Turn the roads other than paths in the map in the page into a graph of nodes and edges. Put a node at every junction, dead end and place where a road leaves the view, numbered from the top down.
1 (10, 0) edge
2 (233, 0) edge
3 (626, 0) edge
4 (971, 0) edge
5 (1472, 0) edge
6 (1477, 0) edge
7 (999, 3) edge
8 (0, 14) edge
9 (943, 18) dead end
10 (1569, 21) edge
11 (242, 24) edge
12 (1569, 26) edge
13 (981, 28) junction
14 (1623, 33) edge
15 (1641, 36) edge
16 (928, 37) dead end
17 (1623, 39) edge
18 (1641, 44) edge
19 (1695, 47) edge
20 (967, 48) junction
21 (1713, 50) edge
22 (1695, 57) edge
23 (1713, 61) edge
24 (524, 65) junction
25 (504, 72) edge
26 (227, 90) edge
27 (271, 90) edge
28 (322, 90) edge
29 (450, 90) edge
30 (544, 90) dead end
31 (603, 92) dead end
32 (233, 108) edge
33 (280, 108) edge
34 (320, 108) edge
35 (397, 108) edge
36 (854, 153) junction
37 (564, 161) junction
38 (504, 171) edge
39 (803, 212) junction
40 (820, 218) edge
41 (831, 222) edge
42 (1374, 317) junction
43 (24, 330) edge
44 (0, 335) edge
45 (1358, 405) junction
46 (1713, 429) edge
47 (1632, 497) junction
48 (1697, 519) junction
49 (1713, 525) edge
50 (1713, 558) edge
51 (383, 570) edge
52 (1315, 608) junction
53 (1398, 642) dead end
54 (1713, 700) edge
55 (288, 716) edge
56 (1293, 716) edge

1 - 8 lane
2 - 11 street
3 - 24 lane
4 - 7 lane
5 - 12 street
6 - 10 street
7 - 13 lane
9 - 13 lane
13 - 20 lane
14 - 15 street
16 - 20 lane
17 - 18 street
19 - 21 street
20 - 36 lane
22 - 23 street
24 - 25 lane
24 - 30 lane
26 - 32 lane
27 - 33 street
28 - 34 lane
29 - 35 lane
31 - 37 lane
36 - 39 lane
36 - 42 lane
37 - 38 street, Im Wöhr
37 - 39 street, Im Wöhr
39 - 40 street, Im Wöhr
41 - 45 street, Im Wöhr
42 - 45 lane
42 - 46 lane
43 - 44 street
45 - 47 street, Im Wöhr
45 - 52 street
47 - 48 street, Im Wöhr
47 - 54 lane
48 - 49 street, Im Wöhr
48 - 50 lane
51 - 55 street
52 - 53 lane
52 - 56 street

┄┄┄┄┄┄

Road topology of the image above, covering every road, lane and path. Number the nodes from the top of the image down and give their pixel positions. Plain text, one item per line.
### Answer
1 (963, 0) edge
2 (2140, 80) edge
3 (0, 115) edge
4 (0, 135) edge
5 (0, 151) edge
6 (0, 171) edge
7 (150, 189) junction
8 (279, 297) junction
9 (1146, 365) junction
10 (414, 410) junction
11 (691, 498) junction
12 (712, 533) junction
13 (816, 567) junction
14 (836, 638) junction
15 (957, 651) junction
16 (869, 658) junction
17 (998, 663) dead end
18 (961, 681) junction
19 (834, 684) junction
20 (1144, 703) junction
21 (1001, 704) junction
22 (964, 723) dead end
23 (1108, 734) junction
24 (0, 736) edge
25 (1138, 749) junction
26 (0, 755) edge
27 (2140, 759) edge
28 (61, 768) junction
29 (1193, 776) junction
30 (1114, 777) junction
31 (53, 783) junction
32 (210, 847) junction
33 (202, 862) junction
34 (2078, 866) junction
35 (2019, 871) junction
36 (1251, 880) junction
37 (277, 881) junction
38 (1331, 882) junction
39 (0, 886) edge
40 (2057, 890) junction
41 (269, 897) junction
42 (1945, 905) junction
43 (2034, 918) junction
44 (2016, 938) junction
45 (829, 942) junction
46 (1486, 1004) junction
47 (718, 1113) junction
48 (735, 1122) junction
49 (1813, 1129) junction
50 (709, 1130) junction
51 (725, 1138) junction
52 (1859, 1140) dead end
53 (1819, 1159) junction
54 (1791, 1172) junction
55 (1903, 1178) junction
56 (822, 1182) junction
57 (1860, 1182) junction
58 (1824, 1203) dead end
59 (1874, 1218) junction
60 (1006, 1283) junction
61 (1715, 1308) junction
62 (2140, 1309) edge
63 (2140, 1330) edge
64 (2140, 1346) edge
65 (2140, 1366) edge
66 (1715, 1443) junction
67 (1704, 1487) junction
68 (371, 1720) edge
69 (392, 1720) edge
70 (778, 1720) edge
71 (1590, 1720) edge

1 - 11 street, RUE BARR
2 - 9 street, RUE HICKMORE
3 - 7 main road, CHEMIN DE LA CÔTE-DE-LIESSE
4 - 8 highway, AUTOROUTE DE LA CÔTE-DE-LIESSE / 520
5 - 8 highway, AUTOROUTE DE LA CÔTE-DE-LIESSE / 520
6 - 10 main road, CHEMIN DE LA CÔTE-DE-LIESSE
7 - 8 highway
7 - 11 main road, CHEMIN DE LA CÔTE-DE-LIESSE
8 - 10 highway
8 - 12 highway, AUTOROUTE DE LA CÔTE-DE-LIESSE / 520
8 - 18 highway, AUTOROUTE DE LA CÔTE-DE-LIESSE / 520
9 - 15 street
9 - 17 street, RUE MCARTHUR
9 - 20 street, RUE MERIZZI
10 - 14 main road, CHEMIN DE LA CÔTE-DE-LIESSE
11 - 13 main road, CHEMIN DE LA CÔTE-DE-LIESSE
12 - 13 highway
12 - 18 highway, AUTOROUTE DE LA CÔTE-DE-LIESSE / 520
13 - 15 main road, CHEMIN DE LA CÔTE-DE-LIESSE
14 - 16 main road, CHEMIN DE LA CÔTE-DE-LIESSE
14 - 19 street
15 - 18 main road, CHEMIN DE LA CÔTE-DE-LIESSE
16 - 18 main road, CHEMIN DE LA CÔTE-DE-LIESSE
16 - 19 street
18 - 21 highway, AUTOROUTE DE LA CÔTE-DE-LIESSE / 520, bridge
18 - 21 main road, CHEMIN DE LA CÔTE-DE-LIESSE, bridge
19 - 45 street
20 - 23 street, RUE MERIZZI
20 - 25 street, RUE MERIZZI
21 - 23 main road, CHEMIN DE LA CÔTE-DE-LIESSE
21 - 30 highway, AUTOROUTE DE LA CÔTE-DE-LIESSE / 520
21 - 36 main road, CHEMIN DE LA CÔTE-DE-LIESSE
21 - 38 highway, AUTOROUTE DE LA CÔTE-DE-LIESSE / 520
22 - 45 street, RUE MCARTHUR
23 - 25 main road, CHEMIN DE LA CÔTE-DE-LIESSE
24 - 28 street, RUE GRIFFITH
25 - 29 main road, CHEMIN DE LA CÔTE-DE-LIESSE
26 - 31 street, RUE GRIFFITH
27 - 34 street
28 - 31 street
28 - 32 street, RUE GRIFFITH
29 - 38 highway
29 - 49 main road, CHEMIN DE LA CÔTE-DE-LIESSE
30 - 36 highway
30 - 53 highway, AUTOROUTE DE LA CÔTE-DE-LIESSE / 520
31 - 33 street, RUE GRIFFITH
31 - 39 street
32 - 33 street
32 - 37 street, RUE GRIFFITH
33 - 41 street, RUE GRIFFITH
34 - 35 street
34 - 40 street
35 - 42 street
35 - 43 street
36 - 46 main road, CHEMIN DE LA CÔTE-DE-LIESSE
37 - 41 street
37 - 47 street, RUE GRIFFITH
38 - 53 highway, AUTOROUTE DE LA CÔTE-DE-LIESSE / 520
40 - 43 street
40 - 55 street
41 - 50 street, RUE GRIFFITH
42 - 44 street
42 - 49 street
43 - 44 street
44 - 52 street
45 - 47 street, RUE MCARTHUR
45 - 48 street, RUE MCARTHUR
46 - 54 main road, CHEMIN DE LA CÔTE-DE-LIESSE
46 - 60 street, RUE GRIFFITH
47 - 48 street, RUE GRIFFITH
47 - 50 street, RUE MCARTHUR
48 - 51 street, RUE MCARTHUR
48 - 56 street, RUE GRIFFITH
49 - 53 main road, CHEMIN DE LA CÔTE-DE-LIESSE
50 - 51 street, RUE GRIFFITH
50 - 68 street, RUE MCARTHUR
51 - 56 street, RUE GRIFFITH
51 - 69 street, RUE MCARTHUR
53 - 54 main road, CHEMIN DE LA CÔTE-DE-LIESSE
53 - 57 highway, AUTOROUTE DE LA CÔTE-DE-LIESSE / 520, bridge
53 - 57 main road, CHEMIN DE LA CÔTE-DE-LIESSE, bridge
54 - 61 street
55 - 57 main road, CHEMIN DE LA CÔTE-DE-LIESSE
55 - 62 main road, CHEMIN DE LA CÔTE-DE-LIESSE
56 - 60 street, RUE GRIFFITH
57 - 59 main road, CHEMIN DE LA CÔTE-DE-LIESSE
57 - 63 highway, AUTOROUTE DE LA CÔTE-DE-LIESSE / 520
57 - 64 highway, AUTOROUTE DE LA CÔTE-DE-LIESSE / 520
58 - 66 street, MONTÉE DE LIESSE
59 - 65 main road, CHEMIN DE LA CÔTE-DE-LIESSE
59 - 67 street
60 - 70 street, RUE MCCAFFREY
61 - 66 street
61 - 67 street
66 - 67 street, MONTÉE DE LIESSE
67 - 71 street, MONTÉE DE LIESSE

┄┄┄┄┄┄

- WHAT THE TASK REQUIRES
Determine how many lines of the records above contain the word "every", and report only that number.

- SOLUTION BELOW
2